According to astronomers at UCLA, Tennessee State University and the California Institute of Technology, two terrestrial planets collided some 300 light-years from Earth, leaving an immense ring of dust surround its mature sun-like star.

"If any life was present on either planet, the massive collision would have wiped out everything in a matter of minutes — the ultimate extinction event," said co-author Gregory Henry, an astronomer at Tennessee State University (TSU). "A massive disk of infrared-emitting dust circling the star provides silent testimony to this sad fate."

"It's as if Earth and Venus collided with each other," said Benjamin Zuckerman, UCLA professor of physics and astronomy and a co-author on the paper.

"Astronomers have never seen anything like this before."

Actually, even they didn't see the planetary collision because it happened sometime in the past few hundred thousand years, a recent occurrence in the scope of the universe. 

The collision wasn't observed directly, but inferred by the massive amount of dust particles orbiting BD+20 307, a close binary star (two stars orbiting around their common center of mass) located in the constellation Aries.

The two stars are very similar in mass, temperature and size to our own sun, except BD-2 307 is surrounded by one million times more dust than is orbiting our sun. That's more warm orbiting dust than any other sun-like star known to astronomers. 

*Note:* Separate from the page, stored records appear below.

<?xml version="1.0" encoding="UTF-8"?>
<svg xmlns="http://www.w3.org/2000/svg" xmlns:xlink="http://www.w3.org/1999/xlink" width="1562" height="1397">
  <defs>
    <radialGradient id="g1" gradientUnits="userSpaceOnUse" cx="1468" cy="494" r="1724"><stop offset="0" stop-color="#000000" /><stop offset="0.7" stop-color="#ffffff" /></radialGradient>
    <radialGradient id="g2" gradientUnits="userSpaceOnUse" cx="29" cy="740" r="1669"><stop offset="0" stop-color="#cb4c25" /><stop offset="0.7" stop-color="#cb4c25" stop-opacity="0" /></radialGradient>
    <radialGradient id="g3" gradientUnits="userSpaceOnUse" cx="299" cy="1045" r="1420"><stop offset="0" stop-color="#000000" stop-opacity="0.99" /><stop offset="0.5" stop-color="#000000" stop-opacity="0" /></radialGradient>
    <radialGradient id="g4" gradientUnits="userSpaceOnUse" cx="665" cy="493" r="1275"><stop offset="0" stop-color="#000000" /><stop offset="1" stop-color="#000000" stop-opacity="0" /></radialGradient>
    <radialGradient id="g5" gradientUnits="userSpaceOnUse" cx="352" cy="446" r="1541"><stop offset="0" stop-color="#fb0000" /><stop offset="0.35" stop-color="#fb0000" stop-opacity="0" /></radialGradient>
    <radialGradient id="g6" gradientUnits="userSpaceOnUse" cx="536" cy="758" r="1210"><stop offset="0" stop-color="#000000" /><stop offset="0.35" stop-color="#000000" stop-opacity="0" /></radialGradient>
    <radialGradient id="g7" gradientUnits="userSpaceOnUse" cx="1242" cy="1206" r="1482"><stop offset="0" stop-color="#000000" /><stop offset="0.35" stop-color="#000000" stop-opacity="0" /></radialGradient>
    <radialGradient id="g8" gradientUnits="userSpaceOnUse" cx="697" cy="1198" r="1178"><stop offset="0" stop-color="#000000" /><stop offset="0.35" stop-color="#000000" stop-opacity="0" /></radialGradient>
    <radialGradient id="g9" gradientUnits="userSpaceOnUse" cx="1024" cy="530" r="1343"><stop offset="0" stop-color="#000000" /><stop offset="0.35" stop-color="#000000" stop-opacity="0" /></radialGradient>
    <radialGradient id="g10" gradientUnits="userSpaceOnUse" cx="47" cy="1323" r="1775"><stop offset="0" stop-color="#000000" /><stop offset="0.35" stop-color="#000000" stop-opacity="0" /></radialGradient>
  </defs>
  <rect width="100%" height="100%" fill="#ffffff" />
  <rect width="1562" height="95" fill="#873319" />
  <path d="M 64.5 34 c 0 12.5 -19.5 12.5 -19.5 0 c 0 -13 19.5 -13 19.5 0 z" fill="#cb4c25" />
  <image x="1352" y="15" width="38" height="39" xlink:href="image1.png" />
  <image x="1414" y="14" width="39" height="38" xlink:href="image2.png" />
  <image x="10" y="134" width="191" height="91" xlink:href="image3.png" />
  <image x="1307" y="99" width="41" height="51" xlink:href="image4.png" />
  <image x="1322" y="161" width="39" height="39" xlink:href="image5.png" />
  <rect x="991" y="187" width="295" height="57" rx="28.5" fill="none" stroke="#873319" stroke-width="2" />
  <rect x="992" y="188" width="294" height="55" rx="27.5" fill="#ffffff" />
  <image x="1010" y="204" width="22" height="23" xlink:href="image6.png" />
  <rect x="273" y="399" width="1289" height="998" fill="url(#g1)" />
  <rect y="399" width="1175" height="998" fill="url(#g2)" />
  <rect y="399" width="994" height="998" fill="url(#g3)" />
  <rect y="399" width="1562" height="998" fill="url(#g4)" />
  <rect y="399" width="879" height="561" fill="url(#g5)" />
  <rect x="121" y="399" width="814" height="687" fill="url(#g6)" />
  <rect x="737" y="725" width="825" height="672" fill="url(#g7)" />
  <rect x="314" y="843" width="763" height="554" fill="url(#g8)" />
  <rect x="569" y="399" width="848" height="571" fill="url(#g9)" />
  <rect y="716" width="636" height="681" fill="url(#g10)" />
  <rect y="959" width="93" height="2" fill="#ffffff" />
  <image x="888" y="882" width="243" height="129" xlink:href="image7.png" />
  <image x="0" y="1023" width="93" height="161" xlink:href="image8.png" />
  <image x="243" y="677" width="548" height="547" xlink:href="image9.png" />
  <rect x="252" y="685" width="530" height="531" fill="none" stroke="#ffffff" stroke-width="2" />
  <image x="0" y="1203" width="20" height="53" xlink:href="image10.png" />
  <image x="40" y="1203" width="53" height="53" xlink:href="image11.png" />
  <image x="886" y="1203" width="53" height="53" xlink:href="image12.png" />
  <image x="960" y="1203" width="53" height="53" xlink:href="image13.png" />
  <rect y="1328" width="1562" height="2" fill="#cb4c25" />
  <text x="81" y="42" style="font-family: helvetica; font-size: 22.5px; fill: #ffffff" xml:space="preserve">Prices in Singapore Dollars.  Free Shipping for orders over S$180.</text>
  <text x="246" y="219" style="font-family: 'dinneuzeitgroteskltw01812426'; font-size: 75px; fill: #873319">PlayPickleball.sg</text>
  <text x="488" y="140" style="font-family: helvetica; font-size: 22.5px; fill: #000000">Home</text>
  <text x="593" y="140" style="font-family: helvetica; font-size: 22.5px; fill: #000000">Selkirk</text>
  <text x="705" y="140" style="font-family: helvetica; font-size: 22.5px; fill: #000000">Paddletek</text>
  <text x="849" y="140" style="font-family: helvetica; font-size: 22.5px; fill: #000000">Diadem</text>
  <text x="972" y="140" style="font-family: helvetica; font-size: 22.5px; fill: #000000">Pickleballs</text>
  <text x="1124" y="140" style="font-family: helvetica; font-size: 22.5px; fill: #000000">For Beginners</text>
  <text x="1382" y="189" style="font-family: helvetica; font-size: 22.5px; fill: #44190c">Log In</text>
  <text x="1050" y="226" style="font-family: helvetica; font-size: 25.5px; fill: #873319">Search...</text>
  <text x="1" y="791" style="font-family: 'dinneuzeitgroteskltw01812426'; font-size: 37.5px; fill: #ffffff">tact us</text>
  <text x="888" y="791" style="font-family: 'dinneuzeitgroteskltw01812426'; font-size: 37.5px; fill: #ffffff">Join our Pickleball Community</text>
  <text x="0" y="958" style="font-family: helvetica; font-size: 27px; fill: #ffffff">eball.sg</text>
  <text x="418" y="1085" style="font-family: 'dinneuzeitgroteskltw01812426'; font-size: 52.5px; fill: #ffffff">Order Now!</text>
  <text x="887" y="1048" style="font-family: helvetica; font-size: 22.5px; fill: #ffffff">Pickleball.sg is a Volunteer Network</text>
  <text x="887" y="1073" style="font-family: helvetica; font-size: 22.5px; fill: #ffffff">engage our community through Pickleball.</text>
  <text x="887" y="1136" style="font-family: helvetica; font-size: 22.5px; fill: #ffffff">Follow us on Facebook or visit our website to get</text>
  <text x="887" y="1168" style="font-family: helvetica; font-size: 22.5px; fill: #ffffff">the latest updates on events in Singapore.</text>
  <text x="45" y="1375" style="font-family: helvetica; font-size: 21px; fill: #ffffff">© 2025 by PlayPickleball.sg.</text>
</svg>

Zuckerman, Henry, and Michael Muno, an astronomer at Caltech at the time of the research, studied BD-2 307, gathering X-ray data using the Chandra X-ray Observatory, a NASA launched satellite, and brightness data from one of TSU's automated telescopes in southern Arizona, hoping to discover the age of the star. 

Muno explained that early on in their research, they "expected to find that BD-2 307 was relatively young, a few hundred million years old at most." The massive dust ring surrounding the star suggested that it was in its final stages in the formation of the star's planetary system. 

However, astronomers Francis Fekel and Michael Williamson, also from TSU, provided additional spectroscopic data from another TSU automated telescope in Arizona, confirming that BD-2 307 was actually much older than originally thought. 

"The binary system appears to have an age of several billion years, comparable to our solar system," Fekel said. 

Apparently, the dust surrounding BD-2 307 orbits the binary system very closely, where dust typically cannot survive long. Large pieces are reduced to dust, and small pieces are pushed away by stellar radiation. Therefore, the dust-forming collision near BD-2 307 must have taken place rather recently. 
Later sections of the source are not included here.